Data:
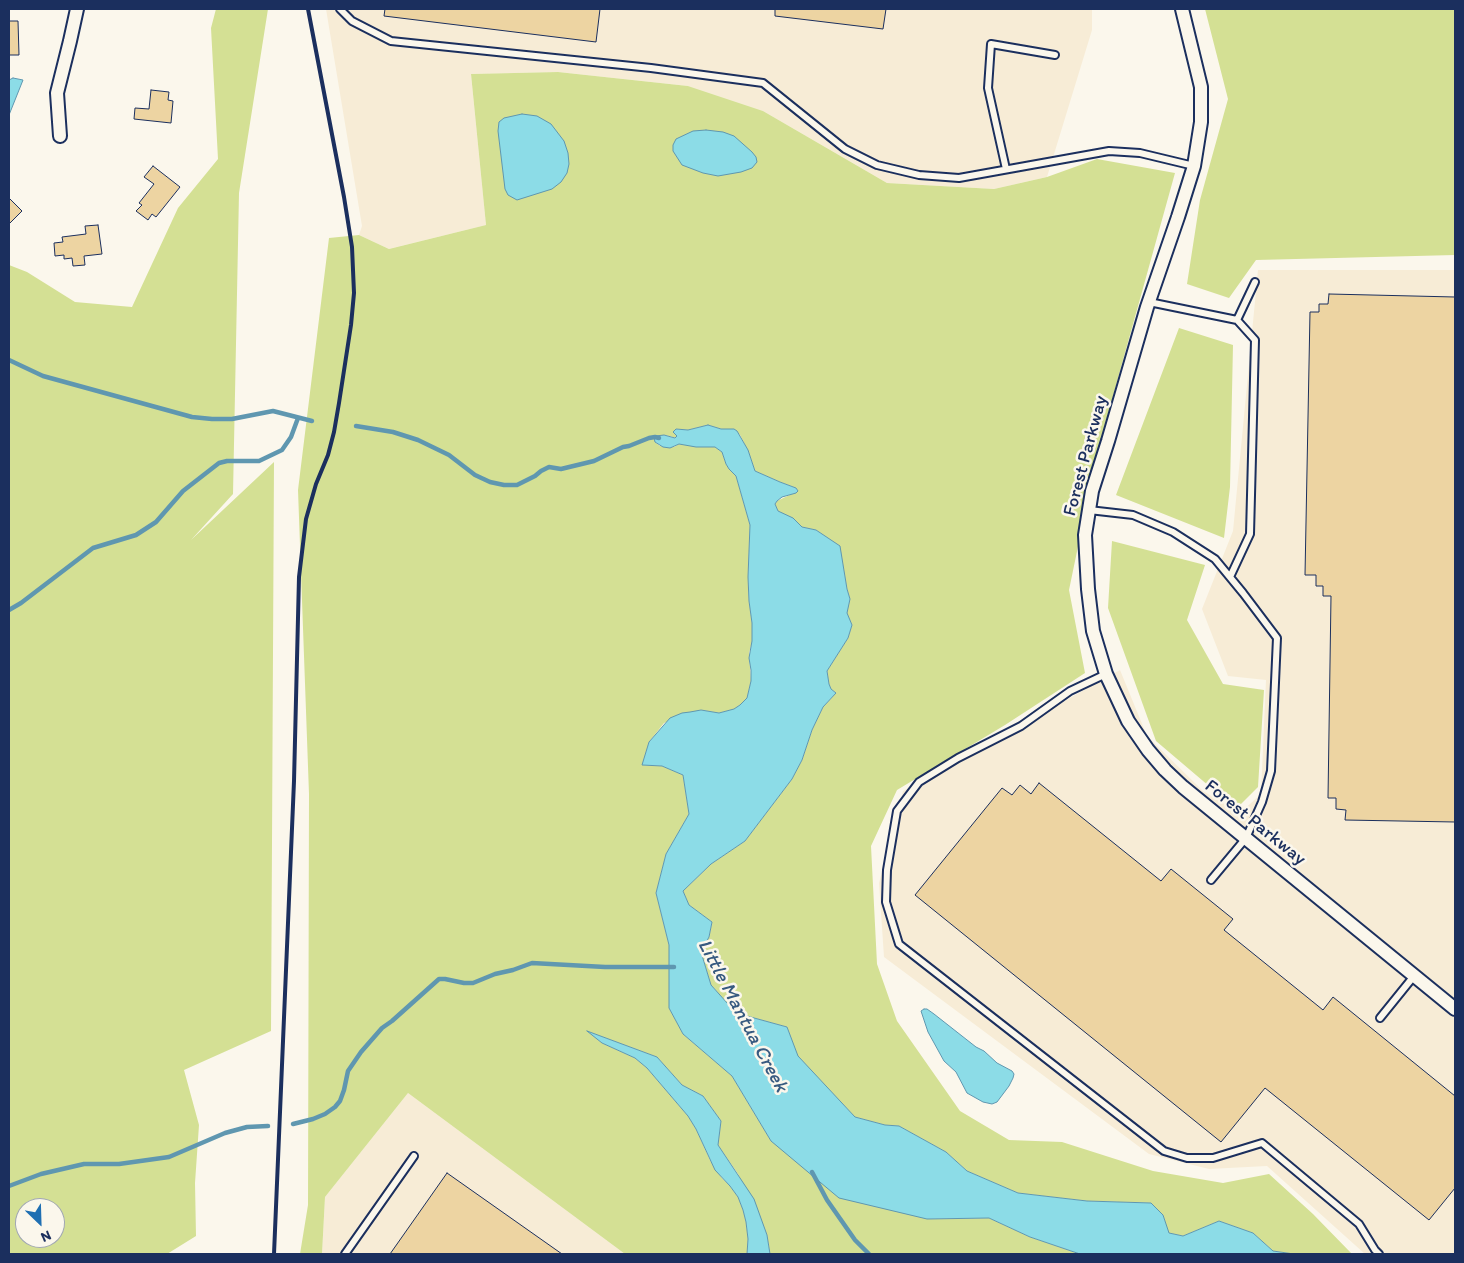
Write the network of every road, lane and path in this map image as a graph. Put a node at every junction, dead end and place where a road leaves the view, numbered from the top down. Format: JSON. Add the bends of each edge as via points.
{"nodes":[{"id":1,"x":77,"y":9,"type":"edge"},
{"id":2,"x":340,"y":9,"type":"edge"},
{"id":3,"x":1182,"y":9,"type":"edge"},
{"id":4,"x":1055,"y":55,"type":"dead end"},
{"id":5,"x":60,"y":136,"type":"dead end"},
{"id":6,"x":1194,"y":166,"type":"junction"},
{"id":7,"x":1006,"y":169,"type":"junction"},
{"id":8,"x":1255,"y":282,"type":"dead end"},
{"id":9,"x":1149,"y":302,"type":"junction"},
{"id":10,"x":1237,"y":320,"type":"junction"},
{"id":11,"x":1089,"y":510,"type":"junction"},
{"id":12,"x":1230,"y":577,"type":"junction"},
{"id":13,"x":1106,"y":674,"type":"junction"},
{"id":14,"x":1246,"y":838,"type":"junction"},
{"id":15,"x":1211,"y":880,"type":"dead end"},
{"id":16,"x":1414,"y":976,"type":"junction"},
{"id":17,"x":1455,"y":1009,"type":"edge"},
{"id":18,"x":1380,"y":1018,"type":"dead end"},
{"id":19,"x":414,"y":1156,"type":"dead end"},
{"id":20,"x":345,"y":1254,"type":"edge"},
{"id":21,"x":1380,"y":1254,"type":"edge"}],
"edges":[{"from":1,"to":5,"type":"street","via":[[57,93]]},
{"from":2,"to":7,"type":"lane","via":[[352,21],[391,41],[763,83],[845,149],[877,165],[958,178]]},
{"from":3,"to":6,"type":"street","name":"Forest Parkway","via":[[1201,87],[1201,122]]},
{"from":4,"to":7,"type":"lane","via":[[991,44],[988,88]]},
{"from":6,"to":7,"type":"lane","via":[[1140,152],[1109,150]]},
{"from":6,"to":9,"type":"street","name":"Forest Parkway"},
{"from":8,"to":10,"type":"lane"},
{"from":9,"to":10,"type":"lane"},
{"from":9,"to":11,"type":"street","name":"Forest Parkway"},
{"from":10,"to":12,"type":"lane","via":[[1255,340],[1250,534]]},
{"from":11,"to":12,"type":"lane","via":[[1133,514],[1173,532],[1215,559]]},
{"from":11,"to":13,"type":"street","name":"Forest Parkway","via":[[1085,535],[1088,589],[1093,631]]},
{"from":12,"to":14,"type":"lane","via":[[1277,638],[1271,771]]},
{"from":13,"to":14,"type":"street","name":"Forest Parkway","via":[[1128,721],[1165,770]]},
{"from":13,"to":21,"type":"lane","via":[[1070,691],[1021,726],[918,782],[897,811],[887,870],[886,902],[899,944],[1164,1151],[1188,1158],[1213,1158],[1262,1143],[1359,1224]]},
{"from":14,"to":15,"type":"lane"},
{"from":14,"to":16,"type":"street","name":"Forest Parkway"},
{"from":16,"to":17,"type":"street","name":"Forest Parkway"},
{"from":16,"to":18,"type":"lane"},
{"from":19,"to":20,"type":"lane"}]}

Brief:
All entries must come back exactly as written, though without their pictures.

Answer section:
Write the network of every road, lane and path in this map image as a graph. Put a node at every junction, dead end and place where a road leaves the view, numbered from the top down. Format: JSON. Add the bends of each edge as via points.
{"nodes":[{"id":1,"x":77,"y":9,"type":"edge"},
{"id":2,"x":340,"y":9,"type":"edge"},
{"id":3,"x":1182,"y":9,"type":"edge"},
{"id":4,"x":1055,"y":55,"type":"dead end"},
{"id":5,"x":60,"y":136,"type":"dead end"},
{"id":6,"x":1194,"y":166,"type":"junction"},
{"id":7,"x":1006,"y":169,"type":"junction"},
{"id":8,"x":1255,"y":282,"type":"dead end"},
{"id":9,"x":1149,"y":302,"type":"junction"},
{"id":10,"x":1237,"y":320,"type":"junction"},
{"id":11,"x":1089,"y":510,"type":"junction"},
{"id":12,"x":1230,"y":577,"type":"junction"},
{"id":13,"x":1106,"y":674,"type":"junction"},
{"id":14,"x":1246,"y":838,"type":"junction"},
{"id":15,"x":1211,"y":880,"type":"dead end"},
{"id":16,"x":1414,"y":976,"type":"junction"},
{"id":17,"x":1455,"y":1009,"type":"edge"},
{"id":18,"x":1380,"y":1018,"type":"dead end"},
{"id":19,"x":414,"y":1156,"type":"dead end"},
{"id":20,"x":345,"y":1254,"type":"edge"},
{"id":21,"x":1380,"y":1254,"type":"edge"}],
"edges":[{"from":1,"to":5,"type":"street","via":[[57,93]]},
{"from":2,"to":7,"type":"lane","via":[[352,21],[391,41],[763,83],[845,149],[877,165],[958,178]]},
{"from":3,"to":6,"type":"street","name":"Forest Parkway","via":[[1201,87],[1201,122]]},
{"from":4,"to":7,"type":"lane","via":[[991,44],[988,88]]},
{"from":6,"to":7,"type":"lane","via":[[1140,152],[1109,150]]},
{"from":6,"to":9,"type":"street","name":"Forest Parkway"},
{"from":8,"to":10,"type":"lane"},
{"from":9,"to":10,"type":"lane"},
{"from":9,"to":11,"type":"street","name":"Forest Parkway"},
{"from":10,"to":12,"type":"lane","via":[[1255,340],[1250,534]]},
{"from":11,"to":12,"type":"lane","via":[[1133,514],[1173,532],[1215,559]]},
{"from":11,"to":13,"type":"street","name":"Forest Parkway","via":[[1085,535],[1088,589],[1093,631]]},
{"from":12,"to":14,"type":"lane","via":[[1277,638],[1271,771]]},
{"from":13,"to":14,"type":"street","name":"Forest Parkway","via":[[1128,721],[1165,770]]},
{"from":13,"to":21,"type":"lane","via":[[1070,691],[1021,726],[918,782],[897,811],[887,870],[886,902],[899,944],[1164,1151],[1188,1158],[1213,1158],[1262,1143],[1359,1224]]},
{"from":14,"to":15,"type":"lane"},
{"from":14,"to":16,"type":"street","name":"Forest Parkway"},
{"from":16,"to":17,"type":"street","name":"Forest Parkway"},
{"from":16,"to":18,"type":"lane"},
{"from":19,"to":20,"type":"lane"}]}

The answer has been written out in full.